Updated: Apr 07, 2016

Approach Considerations

Surgery for bunionette is performed when symptoms of an unacceptable degree are not relieved by conservative treatments, such as shaving the callous or wearing wider shoes, silicon pads, softer shoe coverings, or sandals. At present, the appropriateness of minimal incision surgery for management of this condition has not been established, though some percutaneous approaches appear promising.[7] Future developments may include different osteotomies.

Absolute and relative contraindications for surgery include the following:

  • Pure cosmetic deformity
  • Vascular impairment
  • Severe diabetic arthropathy
  • Significant infection with bony involvement
  • Psychiatric disorders that prevent appropriate postoperative compliance
  • Severe osteoporosis
  • Severe progressive erosive arthropathies

Some of these contraindications apply to specific reconstructive procedures. For example, severe refractory deformities, inflammatory conditions, and infected neuropathic arthritic or failed surgical procedures may necessitate treatment with ablative rather than reconstructive procedures.


Medical Therapy

Treatment often can be nonoperative, involving the use of padding, shoe modification with arch supports or orthotic devices, anti-inflammatory medications, and, occasionally, corticosteroid injections into the bursae.


Surgical Therapy

Surgical procedures are determined by the pathoanatomy (see Workup, Imaging Studies),[8, 9, 10, 11, 12, 13, 14, 15, 16, 17, 18]  as follows:

  • Type 1 lesions can be treated with condylectomy and capsular plication, though this is indicated only in the absence of any evidence of an increased intermetatarsal angle (IMA); it may be associated with a bursectomy or with nodule removal in patients with arthropathy; if the joint is severely arthritic, excision arthroplasty may be performed [19]
  • Type 2 lesions may respond well to a midshaft rotational osteotomy; lateral distal condylectomy can be added if warranted
  • Type 3 lesions of moderate degree may respond to lateral condylectomy and distal metatarsal osteotomy [8, 20] ; oblique and chevron-type osteotomies are common [9] ; large deformities require a midshaft or proximal osteotomy [21]

These procedures can be performed on an outpatient basis. Assess general fitness for ankle block, popliteal block, or more general anesthesia.

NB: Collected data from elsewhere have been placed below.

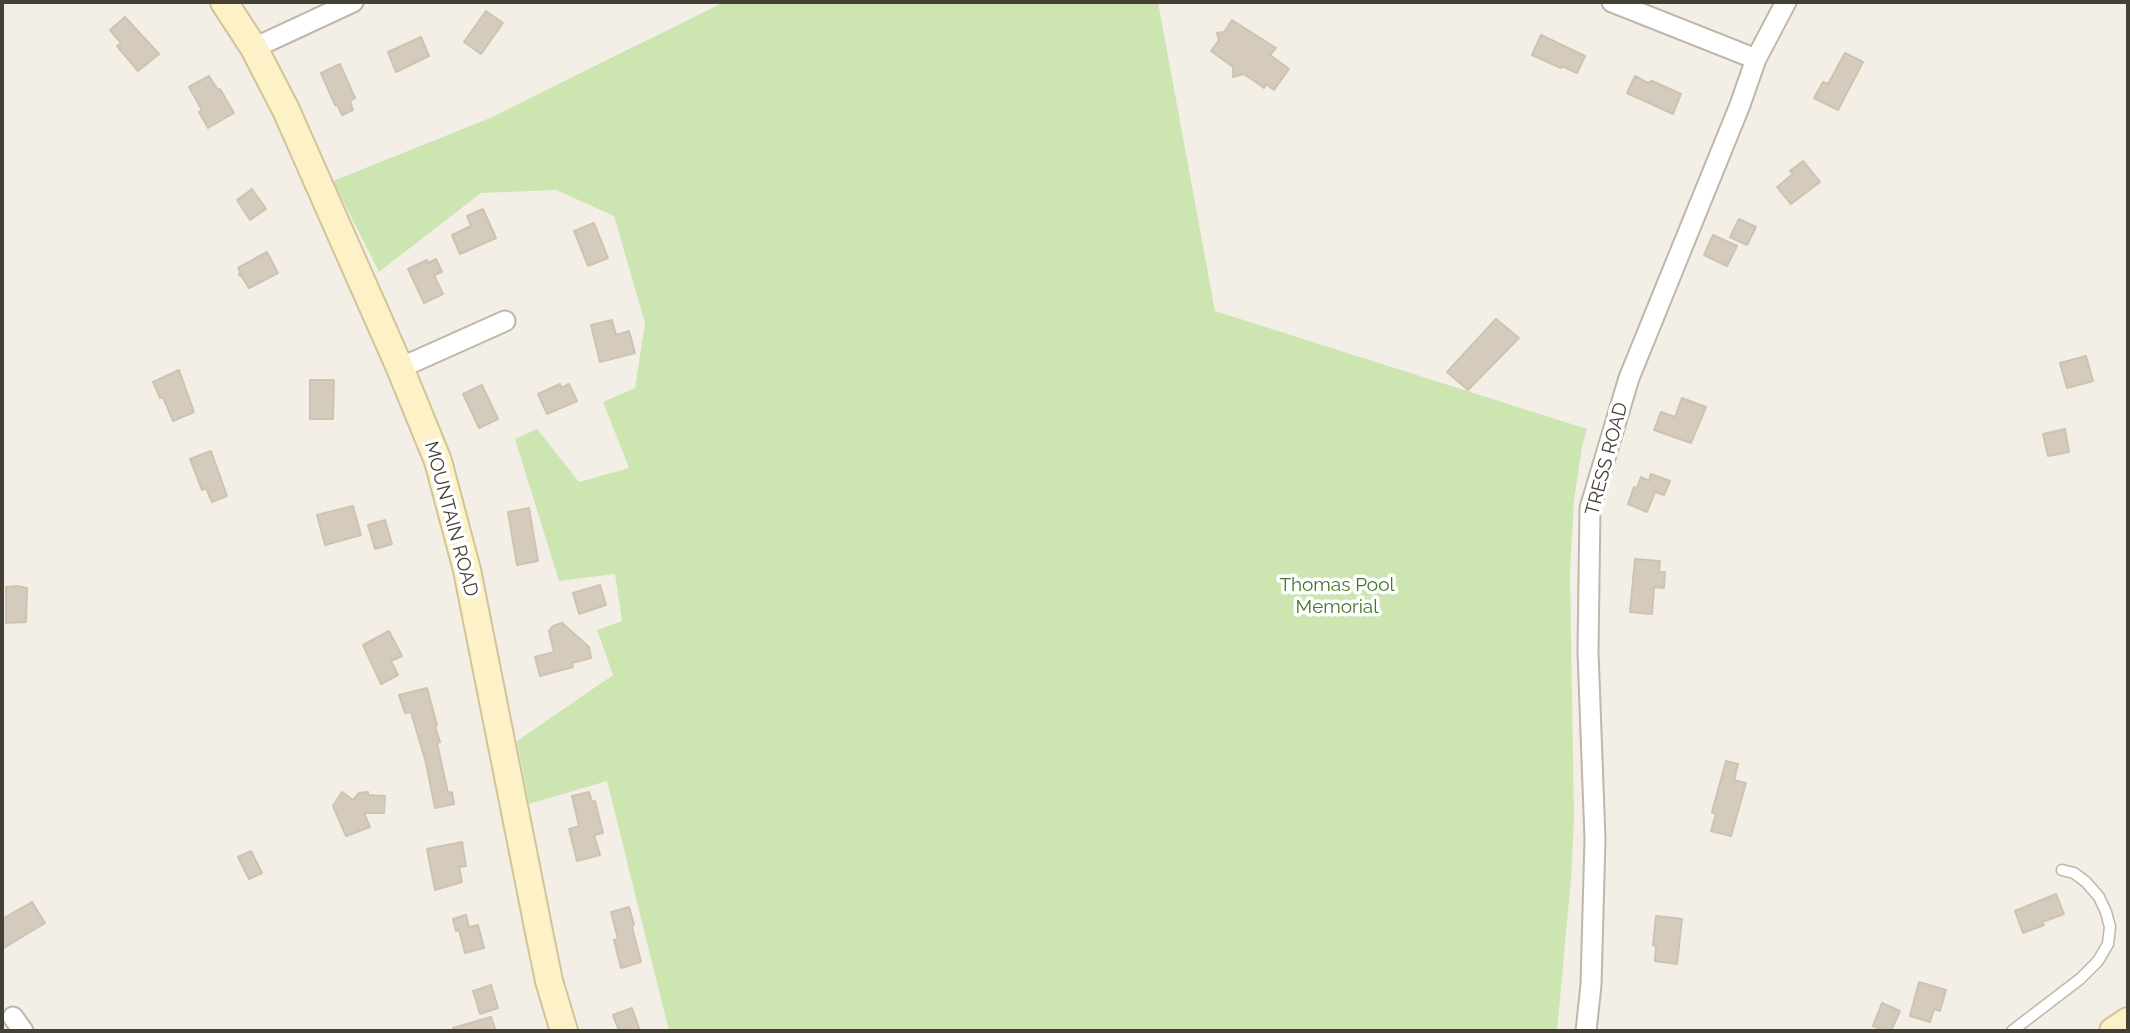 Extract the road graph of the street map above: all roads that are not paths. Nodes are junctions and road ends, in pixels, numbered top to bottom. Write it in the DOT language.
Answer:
graph roads {
  1 [pos="224,2"];
  2 [pos="353,2"];
  3 [pos="1612,2"];
  4 [pos="1786,2"];
  5 [pos="254,48"];
  6 [pos="1756,59"];
  7 [pos="505,321"];
  8 [pos="400,368"];
  9 [pos="2062,870"];
  10 [pos="2128,1021"];
  11 [pos="564,1031"];
  12 [pos="1586,1031"];
  13 [pos="2012,1031"];
  14 [pos="2113,1031"];
  1 -- 5 [label="main road, MOUNTAIN ROAD"];
  2 -- 5 [label="street"];
  3 -- 6 [label="street"];
  4 -- 6 [label="street, TRESS ROAD"];
  5 -- 8 [label="main road, MOUNTAIN ROAD"];
  6 -- 12 [label="street, TRESS ROAD"];
  7 -- 8 [label="street"];
  8 -- 11 [label="main road, MOUNTAIN ROAD"];
  9 -- 13 [label="lane"];
  10 -- 14 [label="main road"];
}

Longitudinal lateral incisions are used with care to avoid injury to branches of the sural nerve. In distal procedures, a distally based capsular flap is created, and the lateral portion of the condyle is exposed. Take care to avoid excessive resection to prevent instability. Intraoperative low-dose fluoroscopy is very useful. If an osteotomy is carried out distally, avoid excessive medial displacement. The neck can be quite narrow, making fixation difficult. Pinning often is needed.

Midshaft osteotomies are best performed by rotating around a screw that is inserted into a partially osteotomized metatarsal. Completion of the osteotomy site is accomplished after the screw is partially inserted. Appropriate sloping of the osteotomy in two planes allows depression and correction of the IMA if needed.


Postoperative Care

Postoperative dressings are used for 6 weeks, with dressings being changed as necessary. Patients with midshaft and proximal osteotomy should be restricted to nonweightbearing ambulation for the full 6 weeks. Patients with more distal osteotomies can bear weight in a postoperative shoe as soon as 3 weeks after surgery.

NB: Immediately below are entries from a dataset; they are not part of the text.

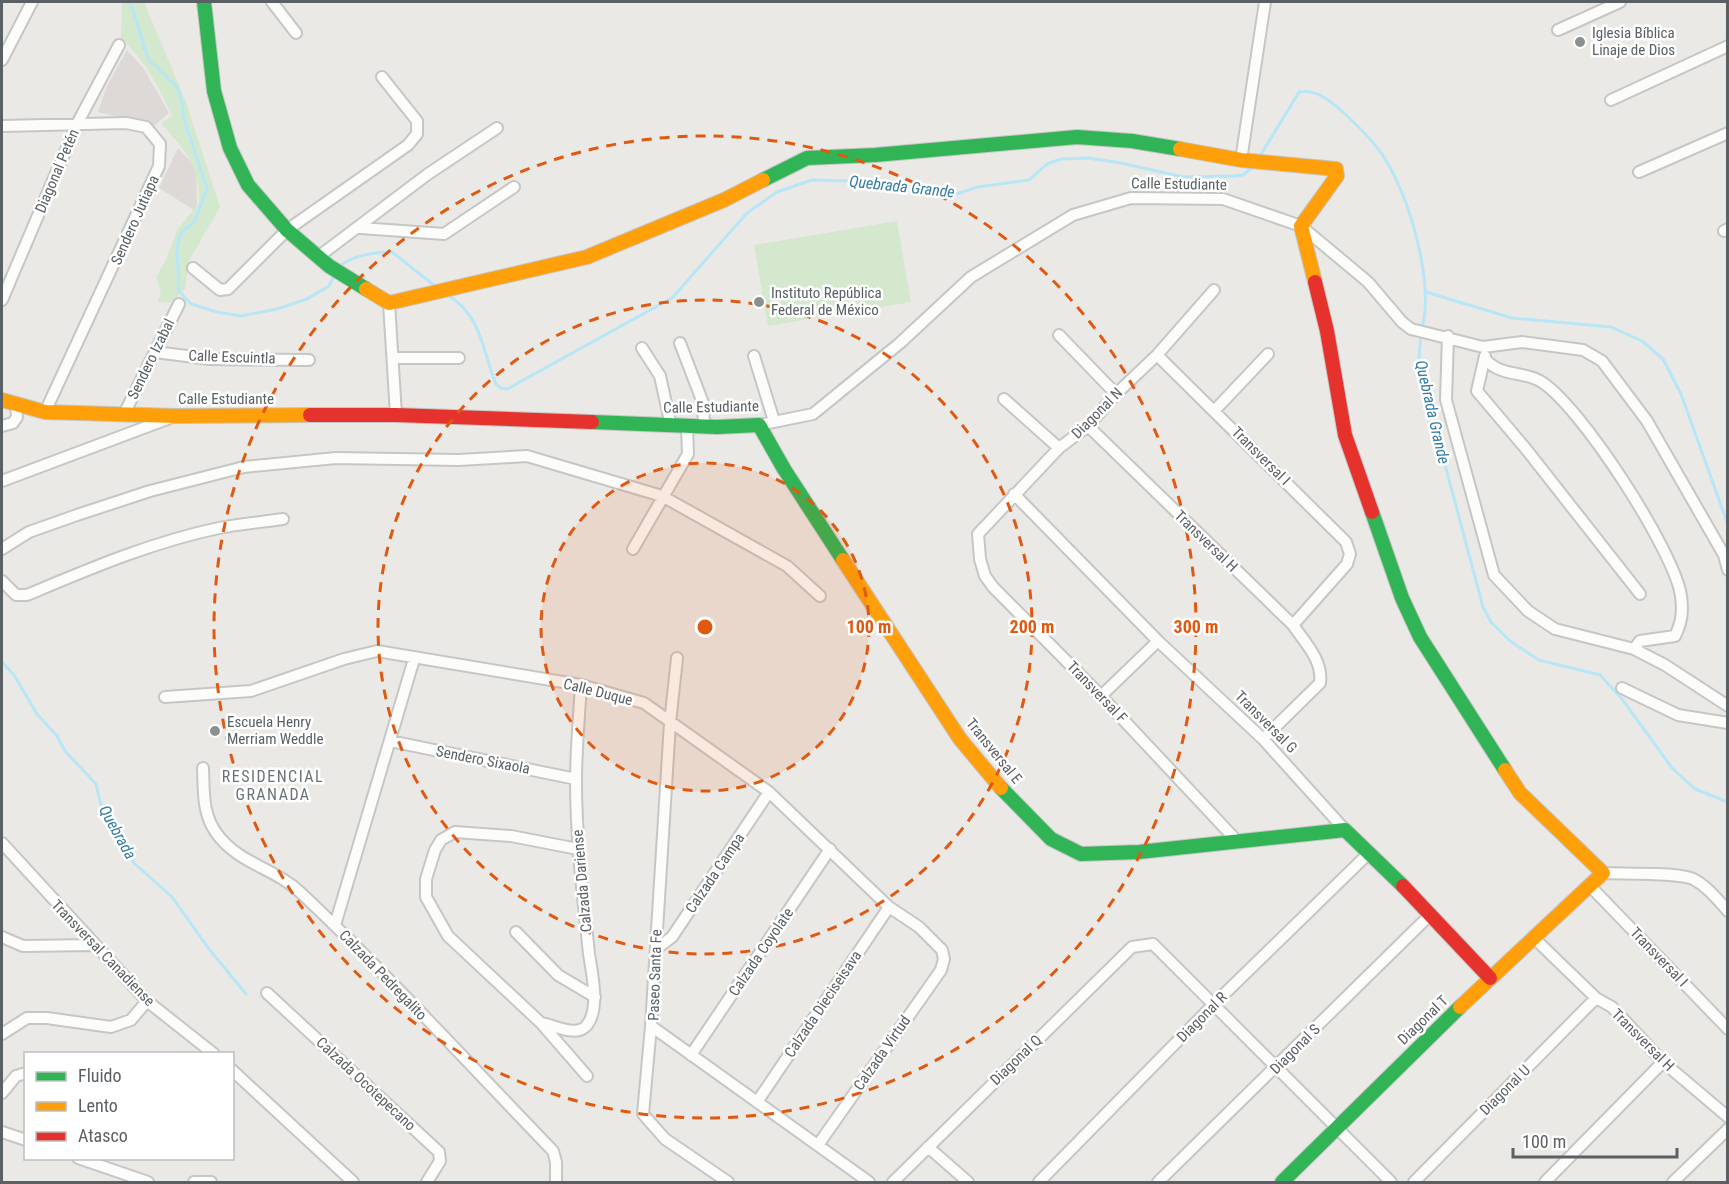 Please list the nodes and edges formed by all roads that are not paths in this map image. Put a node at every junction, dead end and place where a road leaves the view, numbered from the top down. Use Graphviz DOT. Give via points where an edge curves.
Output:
graph roads {
  1 [pos="32,2"];
  2 [pos="204,2"];
  3 [pos="272,2"];
  4 [pos="1265,2"];
  5 [pos="1620,2"];
  6 [pos="1558,30"];
  7 [pos="296,33"];
  8 [pos="119,45"];
  9 [pos="1728,46"];
  10 [pos="2,60"];
  11 [pos="382,77"];
  12 [pos="1611,100"];
  13 [pos="77,124"];
  14 [pos="2,126"];
  15 [pos="498,128"];
  16 [pos="1728,133"];
  17 [pos="1247,160"];
  18 [pos="1639,172"];
  19 [pos="514,187"];
  20 [pos="1301,225"];
  21 [pos="361,228"];
  22 [pos="287,230"];
  23 [pos="318,257"];
  24 [pos="193,268"];
  25 [pos="1214,290"];
  26 [pos="2,300"];
  27 [pos="389,303"];
  28 [pos="179,304"];
  29 [pos="1059,335"];
  30 [pos="1448,336"];
  31 [pos="680,343"];
  32 [pos="1483,347"];
  33 [pos="642,348"];
  34 [pos="155,352"];
  35 [pos="1268,354"];
  36 [pos="1157,355"];
  37 [pos="754,356"];
  38 [pos="393,358"];
  39 [pos="459,358"];
  40 [pos="309,360"];
  41 [pos="1486,360"];
  42 [pos="1116,394"];
  43 [pos="1005,399"];
  44 [pos="2,400"];
  45 [pos="16,405"];
  46 [pos="1215,410"];
  47 [pos="45,412"];
  48 [pos="124,414"];
  49 [pos="396,415"];
  50 [pos="176,416"];
  51 [pos="774,421"];
  52 [pos="759,425"];
  53 [pos="2,426"];
  54 [pos="671,426"];
  55 [pos="687,426"];
  56 [pos="704,426"];
  57 [pos="1088,426"];
  58 [pos="1059,448"];
  59 [pos="2,481"];
  60 [pos="1014,494"];
  61 [pos="662,496"];
  62 [pos="283,519"];
  63 [pos="978,534"];
  64 [pos="2,549"];
  65 [pos="633,549"];
  66 [pos="1726,556"];
  67 [pos="1728,570"];
  68 [pos="2,581"];
  69 [pos="1640,594"];
  70 [pos="820,596"];
  71 [pos="1293,625"];
  72 [pos="1158,641"];
  73 [pos="1634,649"];
  74 [pos="677,658"];
  75 [pos="414,659"];
  76 [pos="581,685"];
  77 [pos="1622,688"];
  78 [pos="1101,696"];
  79 [pos="165,697"];
  80 [pos="1728,706"];
  81 [pos="670,723"];
  82 [pos="1728,723"];
  83 [pos="1263,739"];
  84 [pos="390,741"];
  85 [pos="203,768"];
  86 [pos="576,779"];
  87 [pos="769,792"];
  88 [pos="1345,830"];
  89 [pos="1237,841"];
  90 [pos="2,843"];
  91 [pos="578,849"];
  92 [pos="830,849"];
  93 [pos="1368,854"];
  94 [pos="1603,873"];
  95 [pos="1590,885"];
  96 [pos="889,907"];
  97 [pos="1728,910"];
  98 [pos="1431,914"];
  99 [pos="334,925"];
  100 [pos="516,932"];
  101 [pos="2,937"];
  102 [pos="1533,937"];
  103 [pos="93,945"];
  104 [pos="656,949"];
  105 [pos="944,958"];
  106 [pos="1490,978"];
  107 [pos="267,993"];
  108 [pos="595,997"];
  109 [pos="1596,998"];
  110 [pos="147,1000"];
  111 [pos="1214,1004"];
  112 [pos="541,1023"];
  113 [pos="651,1026"];
  114 [pos="1728,1029"];
  115 [pos="2,1034"];
  116 [pos="209,1052"];
  117 [pos="691,1055"];
  118 [pos="1663,1062"];
  119 [pos="1276,1068"];
  120 [pos="234,1072"];
  121 [pos="24,1074"];
  122 [pos="587,1076"];
  123 [pos="2,1093"];
  124 [pos="757,1102"];
  125 [pos="1728,1118"];
  126 [pos="1336,1129"];
  127 [pos="1728,1129"];
  128 [pos="2,1132"];
  129 [pos="24,1139"];
  130 [pos="818,1145"];
  131 [pos="928,1147"];
  132 [pos="84,1160"];
  133 [pos="148,1182"];
  134 [pos="194,1182"];
  135 [pos="211,1182"];
  136 [pos="353,1182"];
  137 [pos="427,1182"];
  138 [pos="556,1182"];
  139 [pos="728,1182"];
  140 [pos="869,1182"];
  141 [pos="893,1182"];
  142 [pos="968,1182"];
  143 [pos="1039,1182"];
  144 [pos="1158,1182"];
  145 [pos="1282,1182"];
  146 [pos="1391,1182"];
  147 [pos="1414,1182"];
  148 [pos="1545,1182"];
  149 [pos="1673,1182"];
  1 -- 10 [label="street"];
  2 -- 22 [label="street" via="214,92 230,148 248,185"];
  3 -- 7 [label="street"];
  4 -- 17 [label="street"];
  5 -- 6 [label="street"];
  8 -- 13 [label="street, Diagonal Petén"];
  9 -- 12 [label="street"];
  11 -- 22 [label="street" via="417,121 417,134 408,145"];
  13 -- 14 [label="street, Sendero Jutiapa"];
  13 -- 26 [label="street, Diagonal Petén"];
  13 -- 47 [label="street, Sendero Jutiapa" via="105,122 146,127 160,144 159,166"];
  15 -- 21 [label="street" via="428,174"];
  16 -- 18 [label="street"];
  17 -- 20 [label="street" via="1336,169 1336,176"];
  17 -- 27 [label="street" via="1132,141 1077,137 807,158 715,204 587,257"];
  19 -- 21 [label="street" via="444,234"];
  20 -- 30 [label="street, Calle Estudiante" via="1368,282 1411,329"];
  20 -- 51 [label="street, Calle Estudiante" via="1223,199 1131,198 1073,214 971,277 900,343 813,414"];
  20 -- 94 [label="street" via="1327,331 1345,435 1402,598 1442,675 1520,793"];
  21 -- 23 [label="street"];
  22 -- 23 [label="street"];
  22 -- 24 [label="street" via="228,289 220,290"];
  23 -- 27 [label="street"];
  25 -- 36 [label="street, Diagonal N"];
  27 -- 38 [label="street"];
  28 -- 34 [label="street, Sendero Izabal"];
  29 -- 42 [label="street"];
  30 -- 32 [label="street, Calle Estudiante"];
  30 -- 73 [label="street" via="1446,400 1494,575 1528,611 1555,628"];
  31 -- 56 [label="street" via="703,403"];
  32 -- 41 [label="street"];
  32 -- 66 [label="street" via="1522,342 1583,350 1602,361 1647,421"];
  33 -- 54 [label="street" via="660,376"];
  34 -- 40 [label="street, Calle Escuintla" via="210,359"];
  34 -- 48 [label="street, Sendero Izabal"];
  35 -- 46 [label="street"];
  36 -- 42 [label="street, Diagonal N"];
  36 -- 46 [label="street, Transversal I"];
  37 -- 51 [label="street"];
  38 -- 39 [label="street"];
  38 -- 49 [label="street"];
  41 -- 69 [label="street" via="1476,391 1526,448"];
  41 -- 73 [label="street" via="1493,367 1540,380 1567,406 1630,489 1660,545 1680,594 1682,622 1675,636 1640,641"];
  42 -- 57 [label="street, Diagonal N"];
  43 -- 58 [label="street"];
  44 -- 45 [label="street, Calle Estudiante"];
  45 -- 47 [label="street, Calle Estudiante"];
  45 -- 53 [label="street" via="17,417 13,423"];
  46 -- 71 [label="street, Transversal I" via="1346,542 1350,554 1347,564"];
  47 -- 48 [label="street, Calle Estudiante"];
  48 -- 50 [label="street, Calle Estudiante"];
  49 -- 50 [label="street, Calle Estudiante"];
  49 -- 54 [label="street, Calle Estudiante"];
  50 -- 59 [label="street"];
  51 -- 52 [label="street, Calle Estudiante"];
  52 -- 56 [label="street, Calle Estudiante"];
  52 -- 89 [label="street, Transversal E" via="960,739 1017,807 1051,839 1081,854"];
  54 -- 55 [label="street, Calle Estudiante"];
  55 -- 56 [label="street, Calle Estudiante"];
  55 -- 61 [label="street" via="688,454"];
  57 -- 58 [label="street, Diagonal N"];
  57 -- 71 [label="street, Transversal H"];
  58 -- 60 [label="street, Diagonal N"];
  60 -- 63 [label="street, Diagonal N"];
  60 -- 72 [label="street, Transversal G"];
  61 -- 64 [label="street" via="527,456 459,460 336,458 244,467 150,491 29,532"];
  61 -- 65 [label="street"];
  61 -- 70 [label="street" via="787,566"];
  62 -- 68 [label="street" via="219,528 169,542 27,595 16,595"];
  63 -- 78 [label="street, Transversal F" via="980,559 993,587"];
  66 -- 67 [label="street"];
  71 -- 83 [label="street, Transversal H" via="1319,662 1320,683"];
  72 -- 78 [label="street"];
  72 -- 83 [label="street, Transversal G"];
  73 -- 80 [label="street"];
  74 -- 81 [label="street, Paseo Santa Fe"];
  75 -- 76 [label="street, Calle Duque"];
  75 -- 79 [label="street, Calle Duque" via="377,651 251,691"];
  75 -- 84 [label="street, Calzada Pedregalito"];
  76 -- 81 [label="street, Calle Duque" via="644,703"];
  76 -- 86 [label="street, Calzada Dariense"];
  77 -- 82 [label="street" via="1678,716"];
  78 -- 89 [label="street, Transversal F"];
  81 -- 87 [label="street, Calle Duque"];
  81 -- 104 [label="street, Paseo Santa Fe"];
  83 -- 88 [label="street, Transversal G"];
  84 -- 86 [label="street, Sendero Sixaola"];
  84 -- 99 [label="street, Calzada Pedregalito"];
  85 -- 99 [label="street" via="205,810 223,841 249,862 287,880"];
  86 -- 91 [label="street, Calzada Dariense"];
  87 -- 92 [label="street, Calle Duque"];
  87 -- 104 [label="street, Calzada Campa" via="672,937"];
  88 -- 89 [label="street, Transversal E"];
  88 -- 93 [label="street, Transversal G"];
  90 -- 103 [label="street, Transversal Canadiense"];
  91 -- 108 [label="street, Calzada Dariense"];
  91 -- 112 [label="street" via="511,836 455,832 441,840 426,879 426,897 448,936"];
  92 -- 96 [label="street, Calle Duque"];
  92 -- 117 [label="street, Calzada Coyolate"];
  93 -- 98 [label="street, Transversal G"];
  93 -- 111 [label="street, Diagonal R"];
  94 -- 95 [label="street, Diagonal T"];
  94 -- 97 [label="street" via="1692,879"];
  95 -- 102 [label="street, Diagonal T"];
  95 -- 114 [label="street, Transversal I"];
  96 -- 105 [label="street, Calle Duque" via="919,927 942,950"];
  96 -- 124 [label="street, Calzada Dieciseisava"];
  98 -- 106 [label="street, Transversal G"];
  98 -- 119 [label="street, Diagonal S"];
  99 -- 138 [label="street, Calzada Pedregalito" via="553,1150"];
  100 -- 108 [label="street" via="558,975"];
  101 -- 103 [label="street" via="23,946"];
  102 -- 106 [label="street, Diagonal T"];
  102 -- 109 [label="street, Transversal H"];
  103 -- 110 [label="street, Transversal Canadiense"];
  104 -- 113 [label="street, Paseo Santa Fe"];
  105 -- 130 [label="street, Calzada Virtud" via="940,970"];
  106 -- 126 [label="street, Diagonal T"];
  107 -- 137 [label="street, Calzada Ocotepecano" via="439,1152 440,1161"];
  108 -- 112 [label="street, Calzada Dariense" via="590,1022 580,1031"];
  109 -- 118 [label="street, Transversal H" via="1612,1007"];
  109 -- 147 [label="street, Diagonal U"];
  110 -- 115 [label="street" via="131,1020 111,1027 27,1018"];
  110 -- 116 [label="street, Transversal Canadiense"];
  111 -- 119 [label="street"];
  111 -- 131 [label="street, Diagonal Q" via="1153,944 1132,947"];
  111 -- 143 [label="street, Diagonal R"];
  112 -- 122 [label="street"];
  113 -- 117 [label="street, Paseo Santa Fe"];
  113 -- 139 [label="street" via="643,1114 665,1139"];
  117 -- 124 [label="street, Paseo Santa Fe"];
  118 -- 125 [label="street, Transversal H"];
  118 -- 148 [label="street"];
  119 -- 126 [label="street"];
  119 -- 144 [label="street, Diagonal S"];
  120 -- 136 [label="street"];
  121 -- 123 [label="street" via="16,1076"];
  124 -- 130 [label="street, Paseo Santa Fe"];
  126 -- 145 [label="street, Diagonal T"];
  126 -- 146 [label="street"];
  127 -- 149 [label="street"];
  128 -- 129 [label="street"];
  130 -- 140 [label="street, Paseo Santa Fe"];
  131 -- 141 [label="street, Diagonal Q"];
  131 -- 142 [label="street"];
  132 -- 133 [label="street"];
  134 -- 135 [label="street"];
}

Complications include the following:

  • Malunion
  • Nonunion
  • Nerve injury
  • Metatarsophalangeal (MTP) joint (MTPJ) pain and stiffness
  • Symptomatic hardware or infection

Recurrence can occur from poor procedure selection or performance or from progression of underlying pathophysiology (eg, arthropathy). Nonunion is a significant risk with proximal metatarsal osteotomy, though it can occur with midshaft osteotomies.


Long-Term Monitoring

Return to normal footwear may take several months. Sporting activities that involve repetitive stresses (eg, basketball) should be delayed for 3 months if an osteotomy has been performed. Checking films to ensure adequate healing is prudent before high-stress activities are allowed.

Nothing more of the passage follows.